这时,其他的人也随着她骂了起来,骂声一浪高过一浪。开始,还有几个人在喊:“士兵万岁!把那个当官的扔进矿井里去!”但不久,就只剩下了一种叫喊声:“打倒那群穿红裤子的!”
那些士兵听着矿工们像对待兄弟那样情深谊长的呼吁和力图劝降的友好话语,但仍然丝毫不动声色,脸上平静如水,嘴里一言不发,当骂人的粗鲁话仿佛冰雹那样向他们袭来时,他们依然抱着那一消极的冷峻态度。
因为人群越挤越近,眼看就要把士兵们挤死在墙上了,站在他们身后的队长只得立即拔出了指挥刀命令他们架起刺刀。士兵们按照命令,于是两排刺刀的钢尖直指罢工工人的胸膛。
“哼!你们这群该死的混蛋!”黑炭大娘边往后退边怒吼道。
但这时,所有的人又涌了回来,群情愤慨,好像已经丝毫不顾生死。只见一些妇女猛扑上去,马厄老婆和雷瓦克老婆厉声喊道:“杀死我们算了,你们杀吧!我们争取的是我们的权利。”
雷瓦克不顾被刺伤的危险,用手抓住三把架在一起的刺刀,用力地摇着、拉着,试图将它们夺过来。
盛怒之下的她好像力气猛增了十倍,甚至连那些刺刀都被扭弯了,而站在旁边的布特鲁却后悔跟着这个同伴来,安静地看着他夺刺刀。
“刺吧,来试一下,”马厄连声喊道,“来扎一扎,看你们是否有种!”
马厄把上衣解开,扒掉衬衫,露出了毛茸茸的、让煤块划得伤痕累累的胸膛。他朝着刺刀尖冲过去,以那种毫不退缩的大无畏气概,逼迫那些端着刺刀的士兵们往后退。
然而,竟然真的有一把刺刀扎入了他的胸膛,他气得好像疯了一样,反而用力让刺刀扎得更深些,像是要听见刺刀扎到肋骨时发出的喀嚓声。
“胆小鬼,你们没有勇气……我们后面还有一万人。是,你们可以把我们杀死,但是还有一万人等着让你们去杀。”
士兵们的处境这下变得非常困难,因为他们收到过严格的命令,不到最后关头不可以使用武器。那么如何阻止那些愤怒的人把自己硬往刺刀上撞呢?
可是,空间越来越小,他们现在已被逼到了墙根,不能再后退了。他们那支非常小的军队,面临的却是势如潮涌的矿工,他们的人数就那么一点点但仍在坚持着,平静地执行着队长下达的命令。
队长两眼闪闪发光,担心地抿着嘴唇,他心中只担心一件事,那就是生怕看到士兵们因为对受辱骂忍无可忍而发起火来。已经有一个瘦高个的年轻中士胡子气得那样都翘起来了,而且还眨着眼睛,让人看了很担心。
他旁边有个久经沙场、戴着肩章的老兵,看见自己的刺刀像麦秆那样被人扭弯了,他那古铜色的脸也气得煞白。还有一个,肯定是新兵,身上并没有带着庄稼人的味儿,每当听到别人骂他是流氓混蛋时,就涨得脸通红。
暴行并未停止,矿工们伸出拳头,吐着脏话,无休止的指责和威胁向士兵们劈头盖脸而来。他们完全依靠服从命令的力量,才能那样不露声色、一声不吭,在孤傲而折磨人的缄默中服从军令。

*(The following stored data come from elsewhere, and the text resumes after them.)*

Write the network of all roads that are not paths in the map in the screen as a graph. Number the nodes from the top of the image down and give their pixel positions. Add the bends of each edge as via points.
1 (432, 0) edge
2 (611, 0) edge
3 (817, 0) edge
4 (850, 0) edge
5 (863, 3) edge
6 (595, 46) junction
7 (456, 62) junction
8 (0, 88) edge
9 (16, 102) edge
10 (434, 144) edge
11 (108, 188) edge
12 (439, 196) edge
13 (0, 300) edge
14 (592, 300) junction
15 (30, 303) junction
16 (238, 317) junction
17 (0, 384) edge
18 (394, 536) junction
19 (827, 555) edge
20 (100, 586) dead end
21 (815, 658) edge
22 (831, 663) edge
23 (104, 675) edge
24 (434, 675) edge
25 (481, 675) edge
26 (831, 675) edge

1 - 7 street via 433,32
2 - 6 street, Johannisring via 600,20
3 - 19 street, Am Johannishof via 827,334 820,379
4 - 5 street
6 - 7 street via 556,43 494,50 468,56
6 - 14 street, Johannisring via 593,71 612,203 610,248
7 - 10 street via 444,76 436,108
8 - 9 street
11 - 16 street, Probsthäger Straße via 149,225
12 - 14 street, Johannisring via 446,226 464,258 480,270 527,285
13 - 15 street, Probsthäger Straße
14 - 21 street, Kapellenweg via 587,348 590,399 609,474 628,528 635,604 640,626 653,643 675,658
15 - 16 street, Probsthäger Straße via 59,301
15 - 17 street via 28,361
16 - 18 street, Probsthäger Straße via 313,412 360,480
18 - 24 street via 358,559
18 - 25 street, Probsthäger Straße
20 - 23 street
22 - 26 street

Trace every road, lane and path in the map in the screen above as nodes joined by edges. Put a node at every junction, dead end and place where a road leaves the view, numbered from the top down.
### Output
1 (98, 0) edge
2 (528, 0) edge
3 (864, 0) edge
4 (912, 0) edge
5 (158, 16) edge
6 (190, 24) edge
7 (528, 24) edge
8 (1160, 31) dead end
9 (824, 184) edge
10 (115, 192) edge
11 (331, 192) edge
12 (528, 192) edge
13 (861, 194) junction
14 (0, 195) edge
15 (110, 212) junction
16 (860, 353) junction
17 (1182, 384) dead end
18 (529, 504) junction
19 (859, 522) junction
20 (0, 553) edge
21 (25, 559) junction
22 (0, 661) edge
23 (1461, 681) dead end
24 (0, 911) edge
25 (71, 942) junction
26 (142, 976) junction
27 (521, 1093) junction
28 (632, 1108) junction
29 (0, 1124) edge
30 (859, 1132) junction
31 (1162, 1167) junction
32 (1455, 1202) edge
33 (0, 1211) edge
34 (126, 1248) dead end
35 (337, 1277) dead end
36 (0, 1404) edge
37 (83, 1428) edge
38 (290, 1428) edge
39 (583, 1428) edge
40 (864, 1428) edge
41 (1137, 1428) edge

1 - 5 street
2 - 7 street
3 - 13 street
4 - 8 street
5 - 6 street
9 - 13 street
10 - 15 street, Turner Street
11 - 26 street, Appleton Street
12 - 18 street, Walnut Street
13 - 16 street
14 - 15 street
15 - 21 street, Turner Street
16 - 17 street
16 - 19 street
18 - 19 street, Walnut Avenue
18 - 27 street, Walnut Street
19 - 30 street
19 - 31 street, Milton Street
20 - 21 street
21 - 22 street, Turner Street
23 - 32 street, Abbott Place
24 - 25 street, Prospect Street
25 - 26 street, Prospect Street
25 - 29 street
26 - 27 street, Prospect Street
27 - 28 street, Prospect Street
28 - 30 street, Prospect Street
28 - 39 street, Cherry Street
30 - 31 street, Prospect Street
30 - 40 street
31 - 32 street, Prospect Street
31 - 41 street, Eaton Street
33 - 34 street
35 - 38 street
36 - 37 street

看来冲突是在所难免了,这时候大伙儿看见工头里肖默从军队后面走了出来,他满头白发,异常激动,像个好心肠的警察,他高声喊着:“他妈的!真是太蠢了!不能再干这样的蠢事了。”
他说完就冲到了刺刀同矿工之间。
“伙伴们,你们听我说……你们清楚我是一个老工人,我永远是你们中的一员。好吧!他妈的!我承诺你们,如果别人不公正地对待你们,就由我出面去和那些头儿论理……可是现在你们这样也太过分了,竟然破口大骂这些好人,还情愿叫自己的肚子被人戳个洞,这一点儿都不管用。”